(Entries taken from a collection)
=-=-=

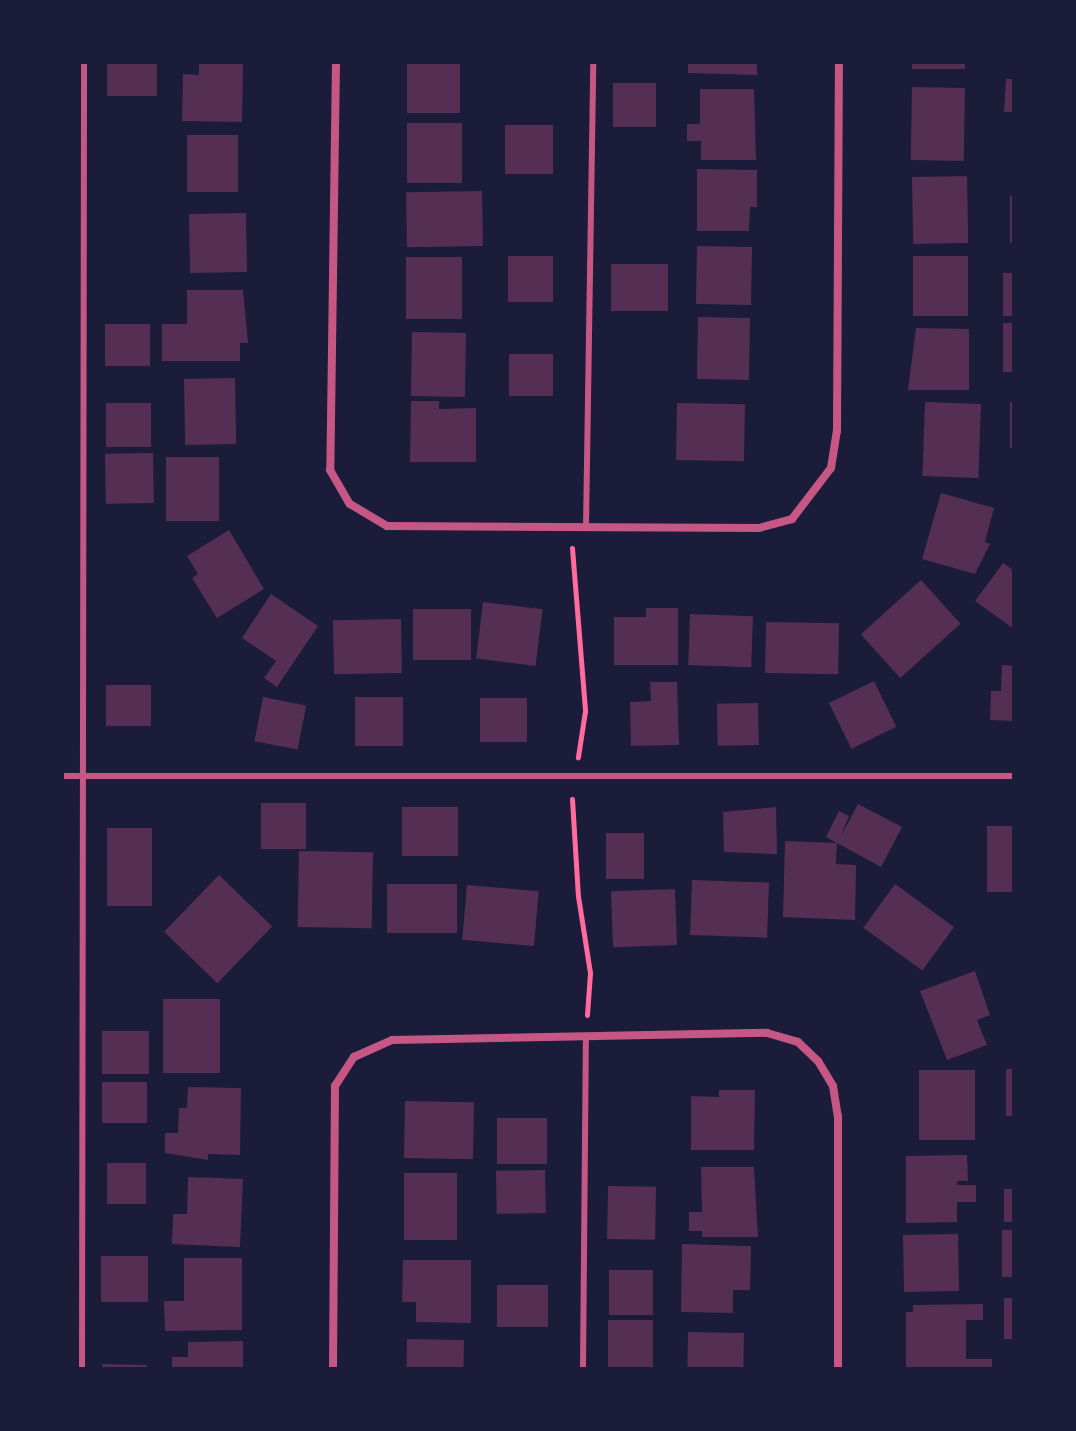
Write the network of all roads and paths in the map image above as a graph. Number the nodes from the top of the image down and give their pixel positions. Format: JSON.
{"nodes":[{"id":1,"x":84,"y":62,"type":"edge"},
{"id":2,"x":336,"y":62,"type":"edge"},
{"id":3,"x":593,"y":62,"type":"edge"},
{"id":4,"x":839,"y":62,"type":"edge"},
{"id":5,"x":586,"y":527,"type":"junction"},
{"id":6,"x":62,"y":776,"type":"edge"},
{"id":7,"x":81,"y":776,"type":"junction"},
{"id":8,"x":1014,"y":776,"type":"edge"},
{"id":9,"x":586,"y":1036,"type":"junction"},
{"id":10,"x":82,"y":1369,"type":"edge"},
{"id":11,"x":333,"y":1369,"type":"edge"},
{"id":12,"x":583,"y":1369,"type":"edge"},
{"id":13,"x":838,"y":1369,"type":"edge"}],
"edges":[{"from":1,"to":7,"type":"lane"},
{"from":2,"to":5,"type":"street"},
{"from":3,"to":5,"type":"lane"},
{"from":4,"to":5,"type":"street"},
{"from":6,"to":7,"type":"lane"},
{"from":7,"to":8,"type":"lane"},
{"from":7,"to":10,"type":"lane"},
{"from":9,"to":11,"type":"street"},
{"from":9,"to":12,"type":"lane"},
{"from":9,"to":13,"type":"street"}]}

=-=-=

§ **Work order**
From the first line to the last, copy the records exactly and skip the pictures.

§ **Solution for this task**
Write the network of all roads and paths in the map image above as a graph. Number the nodes from the top of the image down and give their pixel positions. Format: JSON.
{"nodes":[{"id":1,"x":84,"y":62,"type":"edge"},
{"id":2,"x":336,"y":62,"type":"edge"},
{"id":3,"x":593,"y":62,"type":"edge"},
{"id":4,"x":839,"y":62,"type":"edge"},
{"id":5,"x":586,"y":527,"type":"junction"},
{"id":6,"x":62,"y":776,"type":"edge"},
{"id":7,"x":81,"y":776,"type":"junction"},
{"id":8,"x":1014,"y":776,"type":"edge"},
{"id":9,"x":586,"y":1036,"type":"junction"},
{"id":10,"x":82,"y":1369,"type":"edge"},
{"id":11,"x":333,"y":1369,"type":"edge"},
{"id":12,"x":583,"y":1369,"type":"edge"},
{"id":13,"x":838,"y":1369,"type":"edge"}],
"edges":[{"from":1,"to":7,"type":"lane"},
{"from":2,"to":5,"type":"street"},
{"from":3,"to":5,"type":"lane"},
{"from":4,"to":5,"type":"street"},
{"from":6,"to":7,"type":"lane"},
{"from":7,"to":8,"type":"lane"},
{"from":7,"to":10,"type":"lane"},
{"from":9,"to":11,"type":"street"},
{"from":9,"to":12,"type":"lane"},
{"from":9,"to":13,"type":"street"}]}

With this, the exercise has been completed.